In pursuing this vision, Foster has made her cinematic journey alone. To a striking degree, she plays single women, and even in those cases where her characters experience romance, these relationships are severed by death or other forms of separation.  On those occasions where Foster is a parent, it’s as a single mother. Even her most recent film, The Beaver (2011), a movie that one could regard as an exception because Foster is in a troubled but legally valid marriage, ends with her character on the edge of the frame, observing husband and son from a distance.

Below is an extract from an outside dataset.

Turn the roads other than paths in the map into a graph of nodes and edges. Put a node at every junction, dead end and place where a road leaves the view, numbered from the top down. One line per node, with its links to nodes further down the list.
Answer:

            Foster tends to live alone in another important respect as well: to a degree that’s singular among actors of her generation, her characters try to live their lives independent of public institutions, particularly government institutions. At best, institutions are ineffectual in meeting their stated aims; at worst, they’re dangerous. In her signature role as Clarice Starling in Silence of the Lambs, she must confront the frightening Hannibal Lecter, and the serial killer whose staircase she descends in a state of pure terror, all by herself.

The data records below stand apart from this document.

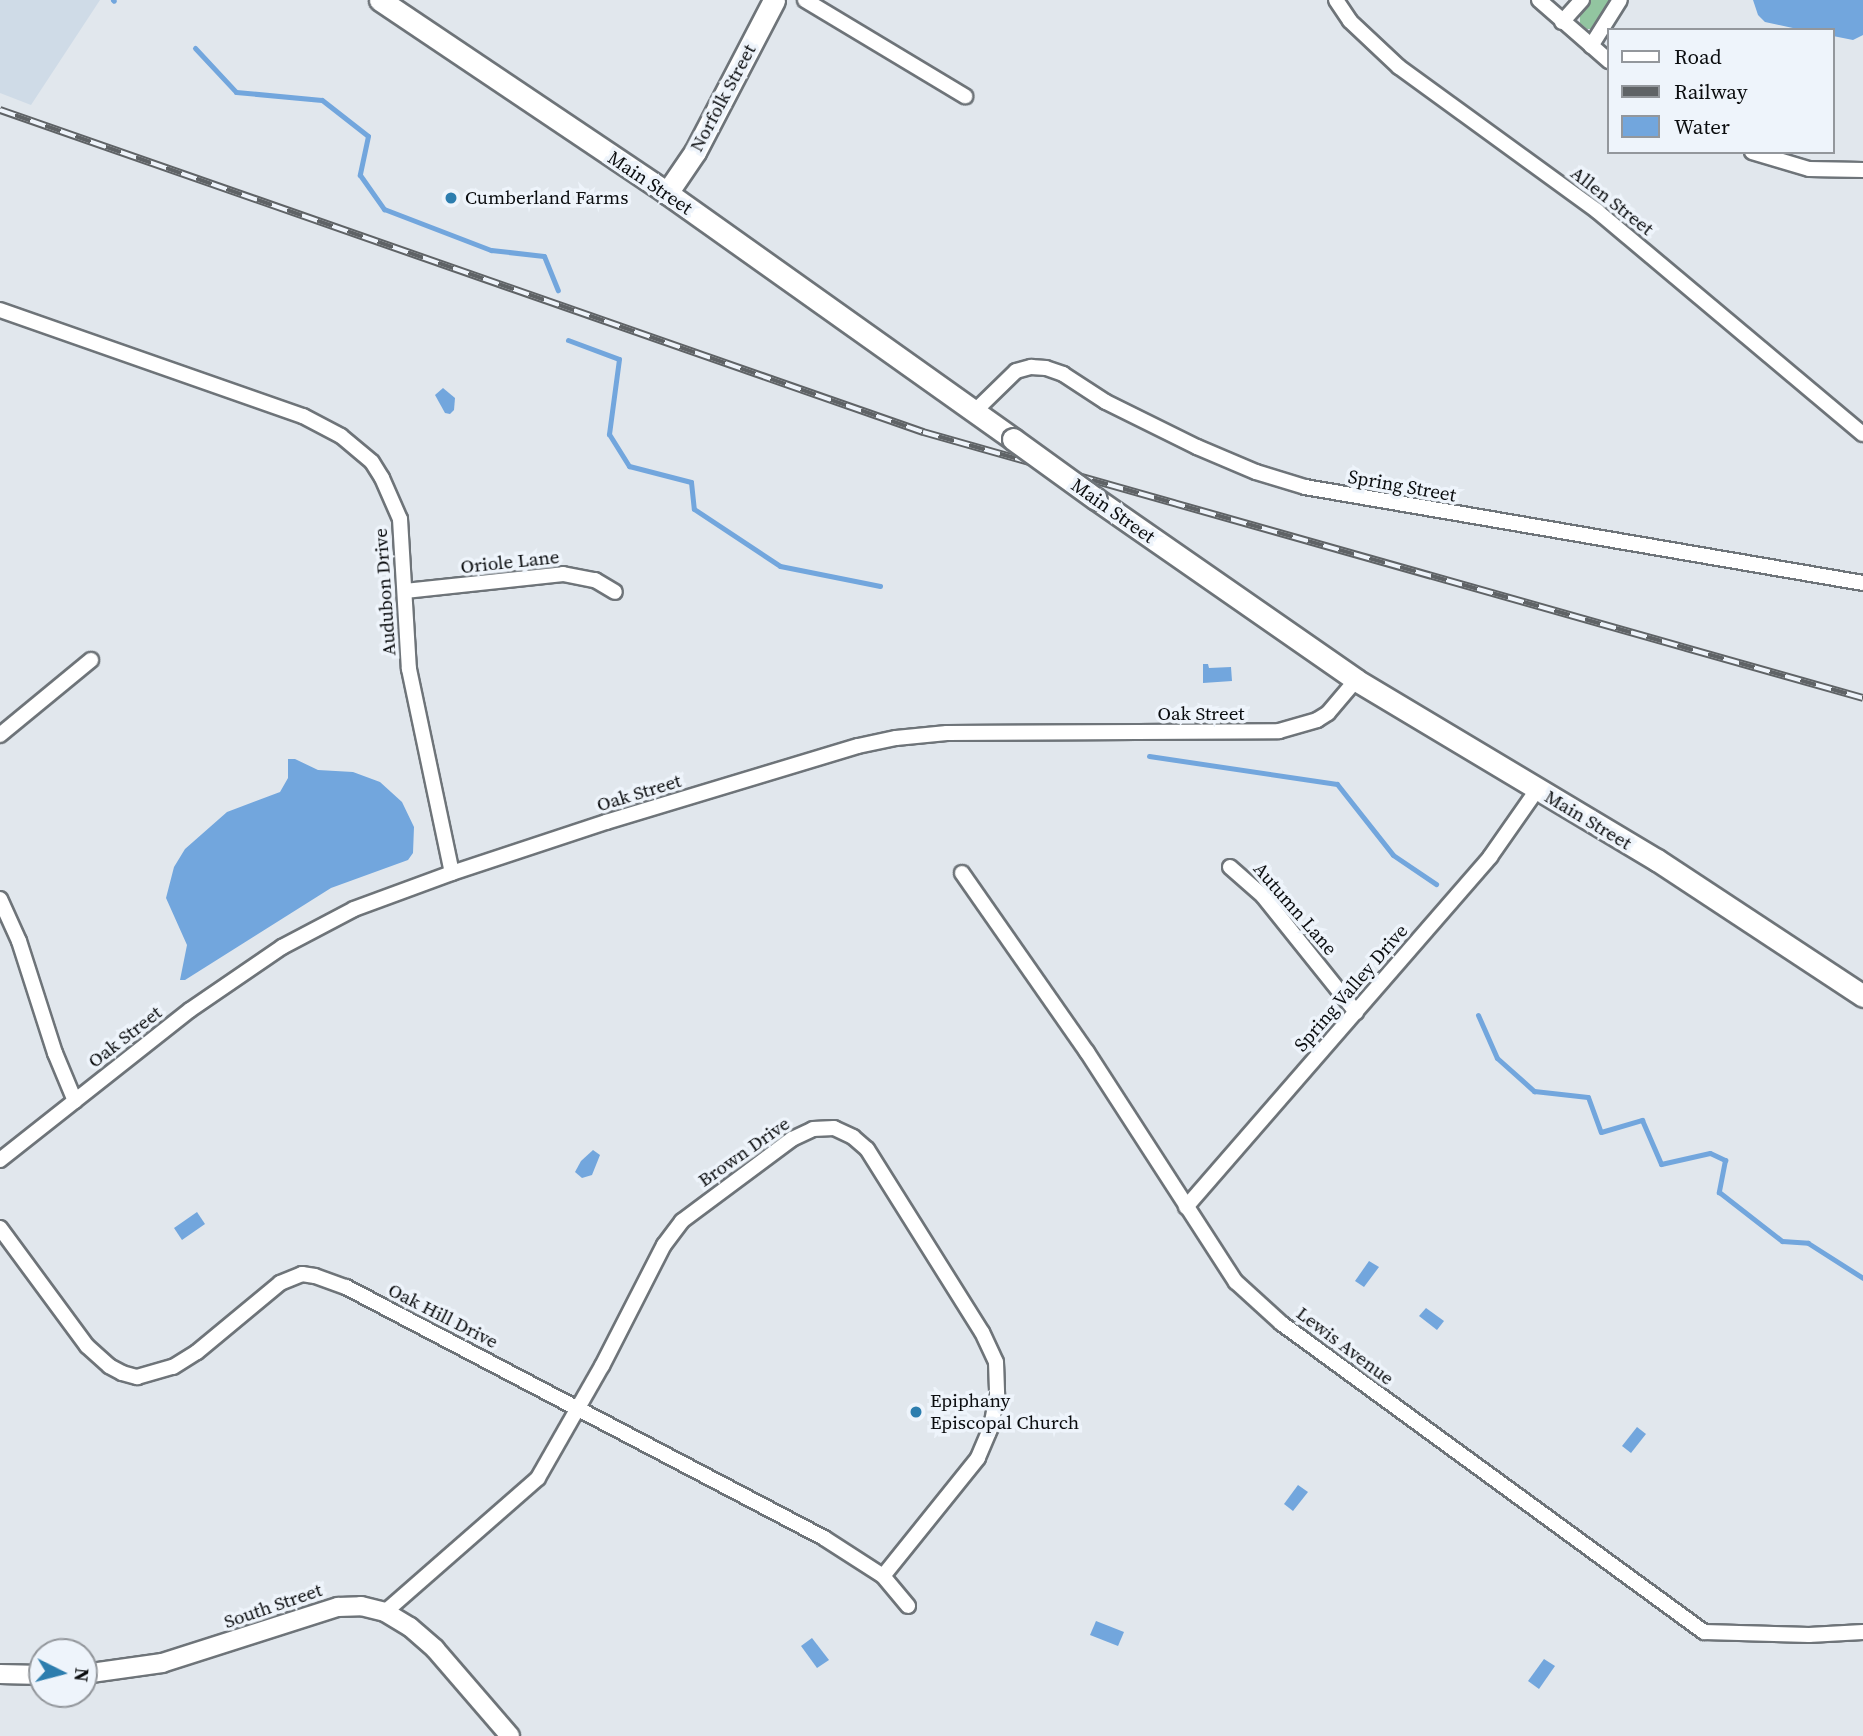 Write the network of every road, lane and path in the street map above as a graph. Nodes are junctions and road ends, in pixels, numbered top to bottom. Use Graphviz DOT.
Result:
graph roads {
  1 [pos="380,0"];
  2 [pos="774,0"];
  3 [pos="805,0"];
  4 [pos="1336,0"];
  5 [pos="1539,0"];
  6 [pos="1582,0"];
  7 [pos="1620,0"];
  8 [pos="1562,22"];
  9 [pos="1591,46"];
  10 [pos="1608,60"];
  11 [pos="965,96"];
  12 [pos="1757,154"];
  13 [pos="1863,170"];
  14 [pos="667,194"];
  15 [pos="0,310"];
  16 [pos="975,411"];
  17 [pos="1863,434"];
  18 [pos="1863,583"];
  19 [pos="405,591"];
  20 [pos="615,592"];
  21 [pos="91,660"];
  22 [pos="1356,680"];
  23 [pos="0,735"];
  24 [pos="1538,790"];
  25 [pos="1230,867"];
  26 [pos="452,873"];
  27 [pos="962,873"];
  28 [pos="0,899"];
  29 [pos="1863,996"];
  30 [pos="1356,1012"];
  31 [pos="75,1101"];
  32 [pos="0,1160"];
  33 [pos="1186,1207"];
  34 [pos="0,1228"];
  35 [pos="579,1408"];
  36 [pos="883,1576"];
  37 [pos="908,1606"];
  38 [pos="385,1612"];
  39 [pos="1863,1632"];
  40 [pos="98,1672"];
  41 [pos="0,1674"];
  42 [pos="28,1675"];
  43 [pos="510,1736"];
  1 -- 14 [label="main road, Main Street"];
  2 -- 14 [label="main road, Norfolk Street"];
  3 -- 11 [label="street"];
  4 -- 17 [label="street, Allen Street"];
  5 -- 8 [label="street"];
  6 -- 8 [label="street"];
  7 -- 9 [label="street"];
  8 -- 9 [label="street"];
  9 -- 10 [label="street"];
  12 -- 13 [label="street"];
  14 -- 16 [label="main road, Main Street"];
  15 -- 19 [label="street, Audubon Drive"];
  16 -- 18 [label="street, Spring Street"];
  16 -- 22 [label="main road, Main Street, bridge"];
  19 -- 20 [label="street, Oriole Lane"];
  19 -- 26 [label="street, Audubon Drive"];
  21 -- 23 [label="street"];
  22 -- 24 [label="main road, Main Street"];
  22 -- 26 [label="street, Oak Street"];
  24 -- 29 [label="main road, Main Street"];
  24 -- 30 [label="street, Spring Valley Drive"];
  25 -- 30 [label="street, Autumn Lane"];
  26 -- 31 [label="street, Oak Street"];
  27 -- 33 [label="street, Lewis Avenue"];
  28 -- 31 [label="street"];
  30 -- 33 [label="street, Spring Valley Drive"];
  31 -- 32 [label="street, Oak Street"];
  33 -- 39 [label="street, Lewis Avenue"];
  34 -- 35 [label="street, Oak Hill Drive"];
  35 -- 36 [label="street, Oak Hill Drive"];
  35 -- 36 [label="street, Brown Drive"];
  35 -- 38 [label="street, Brown Drive"];
  36 -- 37 [label="street, Oak Hill Drive"];
  38 -- 40 [label="street, South Street"];
  38 -- 43 [label="street, South Street"];
  41 -- 42 [label="street"];
}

This state of autonomy tends to be a pragmatic choice, not a deeply-held principle or grievance. Clint Eastwood characters often have chips on their shoulders, even as they try to form communities. Foster characters are tougher: less hostile than guarded, with little inclination to bond. Even in those cases where they do work within institutions (like the nun of The Secret Life of Altar Boys), they tend to work on their own. They not anti-institutional so much as non-institutional.  As such, they’re both harder to resist and harder to embrace.
In an ironic yet apt way, Foster is like Ronald Reagan: compelling in her institutional skepticism and the instinctive confidence with which she embodies it. Fate twined Foster’s life with Reagan’s in 1981 when a lunatic tried to impress her by shooting him. This history has been her burden (as history often is, one reason we go to the movies). It’s the singular way Foster has interpreted the world we have shared with her that has made her one of the most distinctive—and, in all likelihood, durable—figures in American culture.